What has unfortunately exacerbated the situation further is the lack of help and support that the victims receive after their experiences
The Covid-19 pandemic has done immeasurable damage across the board, and the sharp rise in domestic violence, torture, and repression that girls and women have been subjected to must rank as one of the most worrisome and infuriating.
However, what has unfortunately exacerbated the situation further is the lack of help and support that the victims receive after their experiences. They are forced to remain silent as they continue suffering and therefore, the majority of incidents with respect to domestic violence continue to go unreported.
As addressed in a webinar last Thursday by international rights advocacy organization ARTICLE 19 by numerous speakers, increasing the degree of punishment for the perpetrators will have a negligible impact if women are not coming forward to speak of their experiences and their sufferings in the first place.

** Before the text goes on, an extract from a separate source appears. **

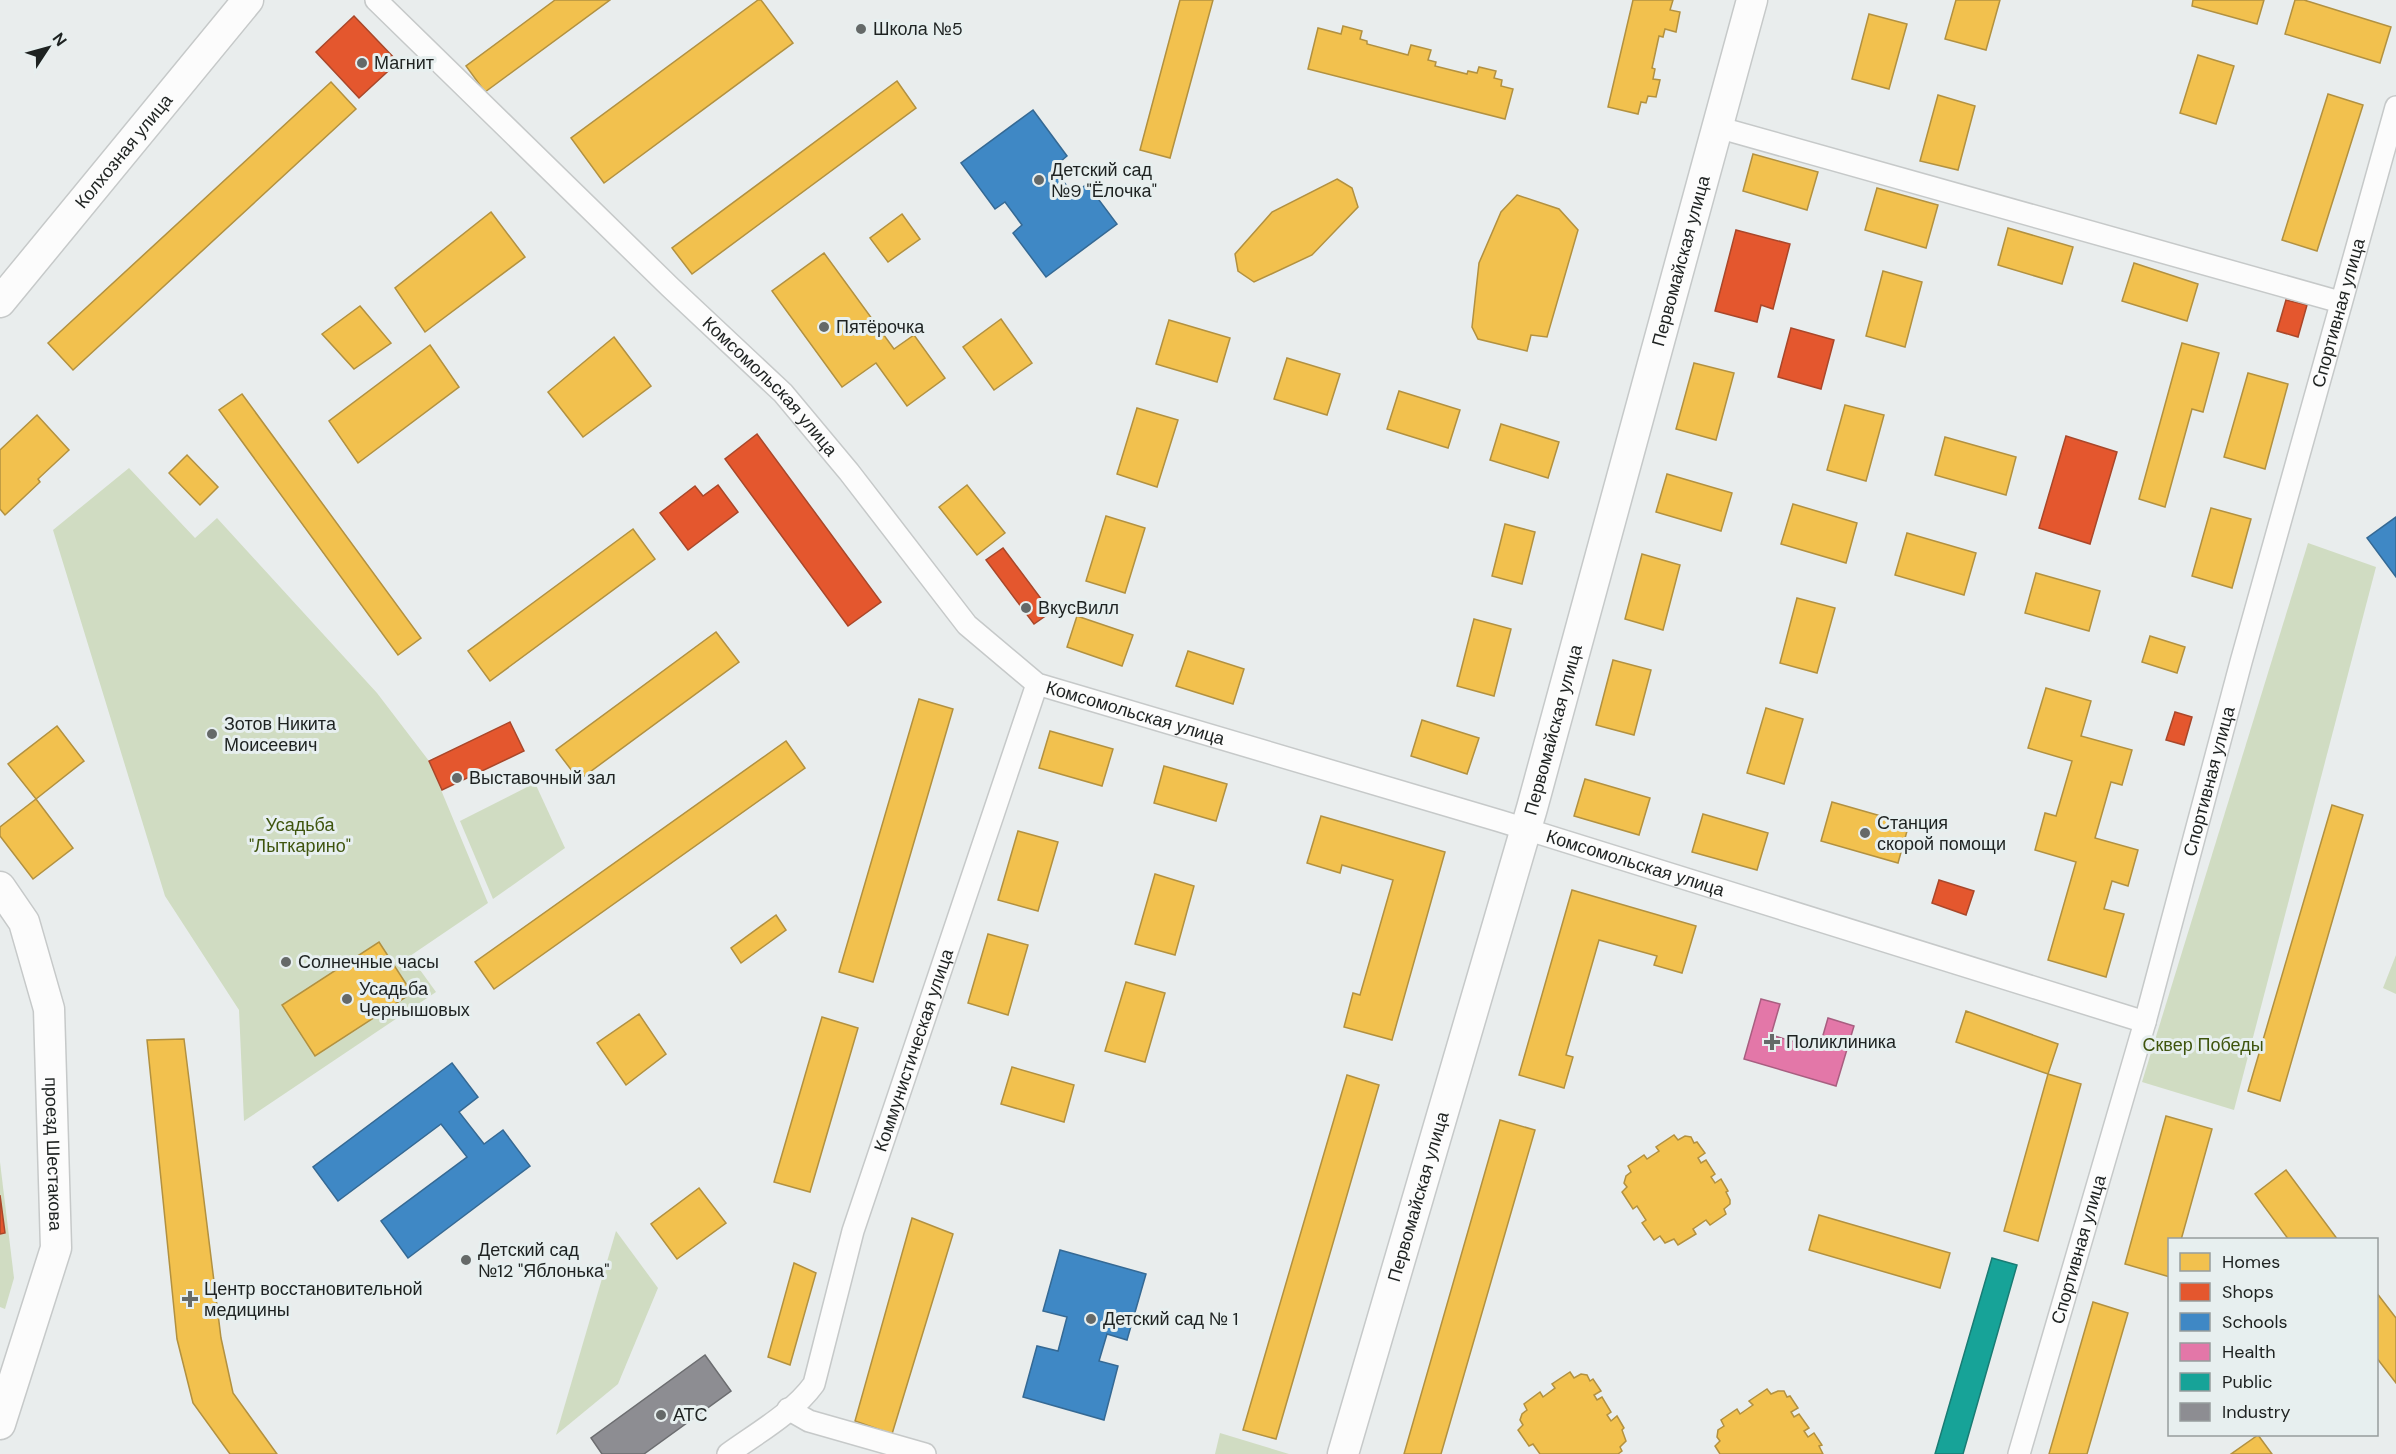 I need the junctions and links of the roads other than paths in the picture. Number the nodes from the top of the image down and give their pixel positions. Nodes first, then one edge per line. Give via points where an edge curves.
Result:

Indeed, what continues to be the biggest roadblock in the way of women receiving justice is the culture and stigma that persists in our society with regards to listening to women about their ordeals. This is particularly true in rural areas and those who are from a lower socioeconomic background, where patriarchy’s adverse effects are more apparent.
It is this stigma that is embedded in our society that must be eliminated. It is about time that serious attention was paid to this issue, and to empower the girls and women in this country to come forward and report all incidents of domestic violence. We must create a society where those that have been subjected to torture and violence will not be turned away again and again by those who are supposed to protect them.